Warum wird Deutschland nicht von Hurrikanen getroffen?

Weil es sich dabei um tropische Wirbelstürme handelt. Sie brauchen also warmes Ozeanwasser, nämlich nach Angaben des Deutschen Wetterdiensts (DWD) 26 Grad Celsius bis zu einer Tiefe von rund 50 Metern. Der Atlantik vor Europa ist schlicht zu kühl für die Entstehung.

Allerdings können die Ausläufer der Wirbelstürme schon bis nach Europa ziehen – so wie jüngst „Kirk“, der am Mittwoch (9. Oktober) als Herbsttief in Deutschland ankam und Starkregen gebracht hat. Solche Starkregen-Ereignisse würden in Europa häufiger, wenn sich der Nordatlantik erwärmt, betont der Chef der Klimabeobachtung bei der Weltwetterorganisation (WMO), Omar Baddou.

Die Feuerwehr beseitigt am 10. Oktober 2024 in Bamberg einen umgestürzten Baum, der auf ein Auto gestürzt ist. Foto: NEWS5/Ferdinand Merzbach/dpa

Wo überall auf der Welt entstehen Hurrikane?

Im Atlantik sowie im Nordost-Pazifik. Allerdings bilden sich solche tropischen Wirbelstürme, die mindestens Orkanstärke erreichen, auch anderswo. Dort heißen sie dann nur anders: Taifun im Nordwest-Pazifik sowie Zyklon in Indischen Ozean und Südwest-Pazifik.

Nach Angaben der US-Weltraumbehörde Nasa gab es die meisten Wirbelstürme seit 1985 im Pazifik. Dort sind die warmen Wasserflächen am größten. Interessanterweise gibt es direkt am Äquator keine Wirbelstürme, weil auch die Erdrotation bei ihrer Bildung eine Rolle spielt. Laut dem DWD kann sich ein Wirbelsturm erst einem Abstand von fünf bis acht Grad vom Äquator bilden. Dann fangen die Gewitterwolken an, sich zu drehen.

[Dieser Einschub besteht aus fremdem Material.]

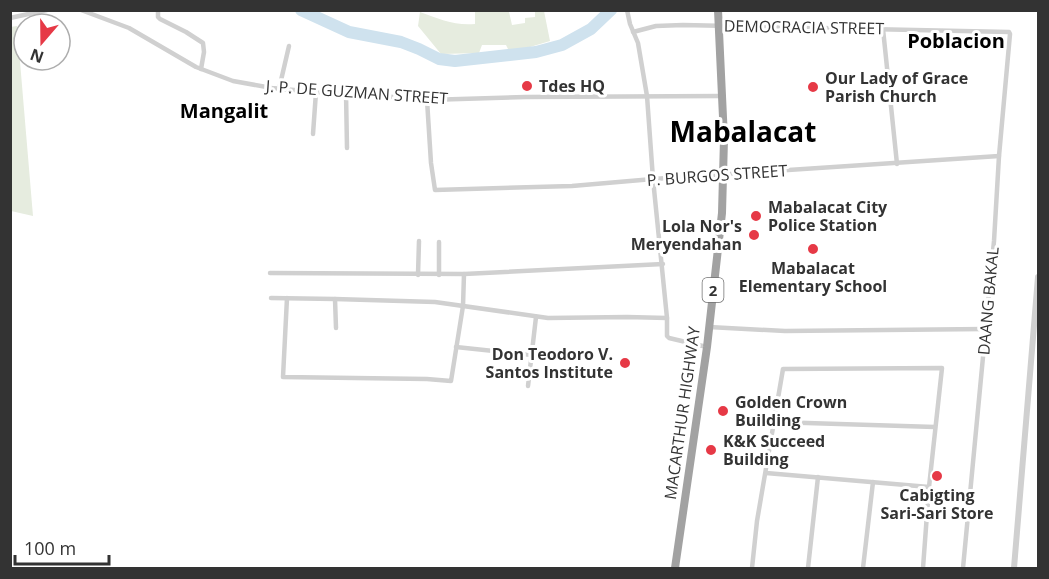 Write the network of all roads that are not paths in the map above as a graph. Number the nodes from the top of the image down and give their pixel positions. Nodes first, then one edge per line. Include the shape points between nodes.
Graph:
1 (47, 10) edge
2 (81, 10) edge
3 (158, 10) edge
4 (627, 10) edge
5 (718, 10) edge
6 (10, 18) edge
7 (719, 26) junction
8 (883, 29) junction
9 (633, 32) junction
10 (1010, 34) joint
11 (289, 46) dead end
12 (201, 69) junction
13 (279, 89) junction
14 (316, 92) junction
15 (346, 93) junction
16 (647, 96) junction
17 (721, 96) junction
18 (427, 100) junction
19 (314, 134) dead end
20 (347, 148) dead end
21 (999, 156) junction
22 (897, 164) junction
23 (724, 174) junction
24 (653, 179) junction
25 (419, 241) dead end
26 (439, 242) dead end
27 (663, 264) junction
28 (270, 273) dead end
29 (464, 274) junction
30 (418, 275) junction
31 (439, 275) junction
32 (1038, 277) edge
33 (271, 298) dead end
34 (287, 298) junction
35 (336, 299) junction
36 (463, 306) junction
37 (536, 317) junction
38 (668, 318) junction
39 (709, 327) junction
40 (336, 328) dead end
41 (985, 329) junction
42 (456, 347) junction
43 (707, 347) junction
44 (532, 355) junction
45 (528, 386) dead end
46 (775, 422) junction
47 (935, 427) junction
48 (766, 473) junction
49 (818, 477) junction
50 (873, 482) junction
51 (929, 487) junction
52 (675, 568) edge
53 (752, 568) edge
54 (808, 568) edge
55 (863, 568) edge
56 (923, 568) edge
57 (963, 568) edge
58 (1014, 568) edge

1 - 6 street
2 - 12 street, J. P. DE GUZMAN STREET via 129,28
3 - 12 street via 160,19 203,43
4 - 9 street
5 - 7 highway, MACARTHUR HIGHWAY / 2
7 - 8 street, DEMOCRACIA STREET
7 - 9 street, DEMOCRACIA STREET via 656,26
7 - 17 highway, MACARTHUR HIGHWAY / 2
8 - 10 street, DEMOCRACIA STREET
8 - 22 street
9 - 16 street
10 - 21 street, DAANG BAKAL
11 - 13 street
12 - 13 street, J. P. DE GUZMAN STREET via 233,81
13 - 14 street, J. P. DE GUZMAN STREET
14 - 15 street, J. P. DE GUZMAN STREET
14 - 19 street
15 - 18 street, J. P. DE GUZMAN STREET
15 - 20 street
16 - 17 street, J. P. DE GUZMAN STREET
16 - 18 street, J. P. DE GUZMAN STREET
16 - 24 street
17 - 23 highway, MACARTHUR HIGHWAY / 2
18 - 24 street, P. BURGOS STREET via 435,190
21 - 22 street, P. BURGOS STREET
21 - 41 street, DAANG BAKAL
22 - 23 street, P. BURGOS STREET
23 - 24 street, P. BURGOS STREET
23 - 39 highway, MACARTHUR HIGHWAY / 2
24 - 27 street
25 - 30 street
26 - 31 street
27 - 29 street
27 - 38 street
28 - 30 street
29 - 31 street
29 - 36 street
30 - 31 street
32 - 58 street
33 - 34 street
34 - 35 street
34 - 42 street via 283,377 451,381
35 - 36 street
35 - 40 street
36 - 37 street
36 - 42 street
37 - 38 street
37 - 44 street
38 - 43 street via 669,338
39 - 41 street via 785,331
39 - 43 highway, MACARTHUR HIGHWAY / 2
41 - 57 street, DAANG BAKAL
42 - 44 street
43 - 52 highway, MACARTHUR HIGHWAY / 2
44 - 45 street
46 - 47 street
46 - 47 street via 783,369 942,368
46 - 48 street
47 - 51 street
48 - 49 street
48 - 53 street
49 - 50 street
49 - 54 street
50 - 51 street
50 - 55 street
51 - 56 street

Nachtansicht von Hurrikan „Milton“: Der Moment, in dem das Auge in Siesta Key als Hurrikan der Kategorie 3 mit Windgeschwindigkeiten von 193 km/h an Land geht, gezeigt auf dem GOES-East-Satelliten um 00:31 GMT, 9. Oktober 2024 in Sarasota, Florida. Foto: Cira/Noaa/Noaa/Planet Pix/ZUMA Press Wire/dpa

Kann man Hurrikane stoppen?

Ein ausgewachsener Hurrikan setzt alle 20 Minuten so viel Wärmeenergie frei wie eine Atombombe mit der Sprengkraft von zehn Megatonnen TNT. Das sei mehr als die gesamte Energie, die die Menschheit zu einem bestimmten Zeitpunkt verbrauche, erklärt der Leiter der Tropenanalyse im US-Hurrikanzentrum, Chris Landsea.

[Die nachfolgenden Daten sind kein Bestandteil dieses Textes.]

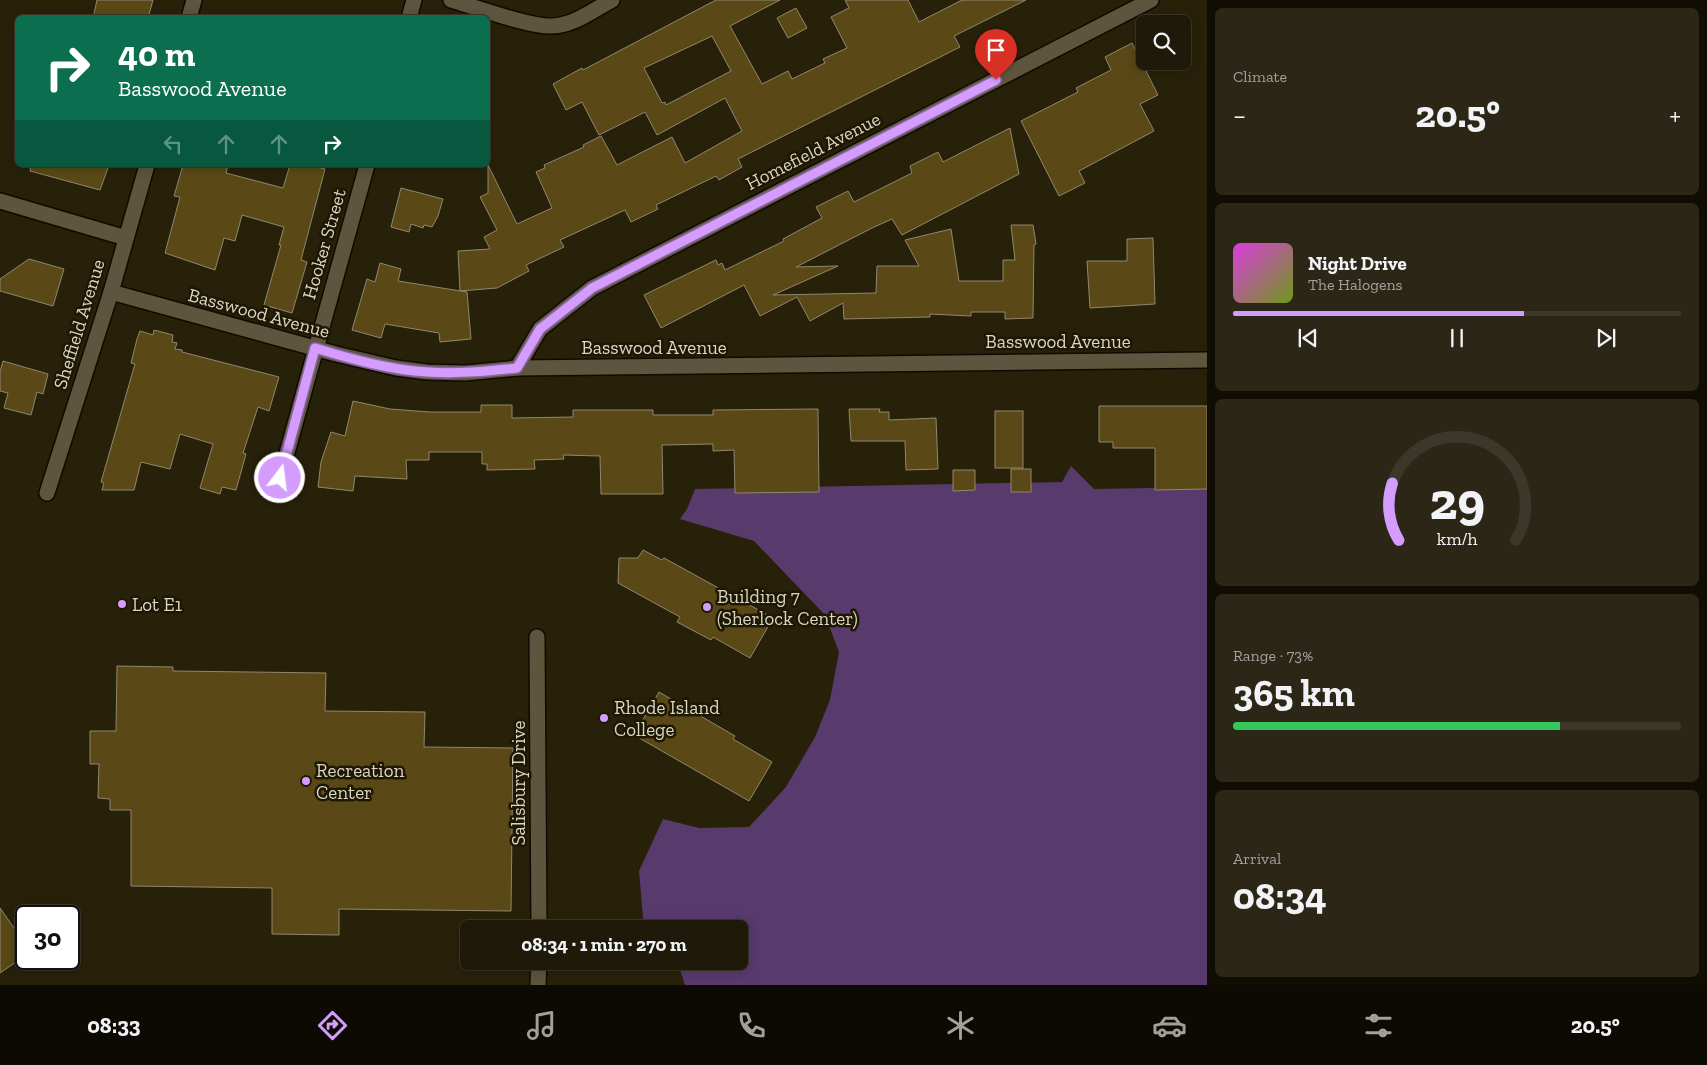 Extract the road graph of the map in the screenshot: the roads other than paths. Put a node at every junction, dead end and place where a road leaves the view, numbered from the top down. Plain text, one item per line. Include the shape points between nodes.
1 (194, 0) edge
2 (414, 0) edge
3 (451, 0) edge
4 (612, 0) edge
5 (1151, 0) edge
6 (190, 15) edge
7 (410, 15) edge
8 (146, 167) edge
9 (366, 167) edge
10 (0, 201) edge
11 (126, 238) junction
12 (111, 292) junction
13 (315, 348) junction
14 (1207, 360) edge
15 (517, 368) junction
16 (280, 478) dead end
17 (47, 493) dead end
18 (536, 637) dead end
19 (539, 920) edge
20 (539, 970) edge
21 (538, 985) edge

1 - 6 street
2 - 7 street
3 - 4 street via 553,26 573,20
5 - 15 street, Homefield Avenue via 592,288 540,329
8 - 11 street, Sheffield Avenue
9 - 13 street, Hooker Street
10 - 11 street
11 - 12 street, Sheffield Avenue
12 - 13 street, Basswood Avenue
12 - 17 street, Sheffield Avenue
13 - 15 street, Basswood Avenue via 396,368 427,372 465,373
13 - 16 street, Hooker Street
14 - 15 street, Basswood Avenue
18 - 19 street, Salisbury Drive
20 - 21 street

Der Klimawandel sorgt dafür, das Hurrikans noch mehr Zerstörungskraft tanken können. Er erwärmt die Ozeane und Wissenschaftler haben herausgefunden, dass Hurrikans über wärmerem Wasser mehr Energie aufnehmen und in der aufgewärmten Atmosphäre mehr Wasser als Regen fallen kann.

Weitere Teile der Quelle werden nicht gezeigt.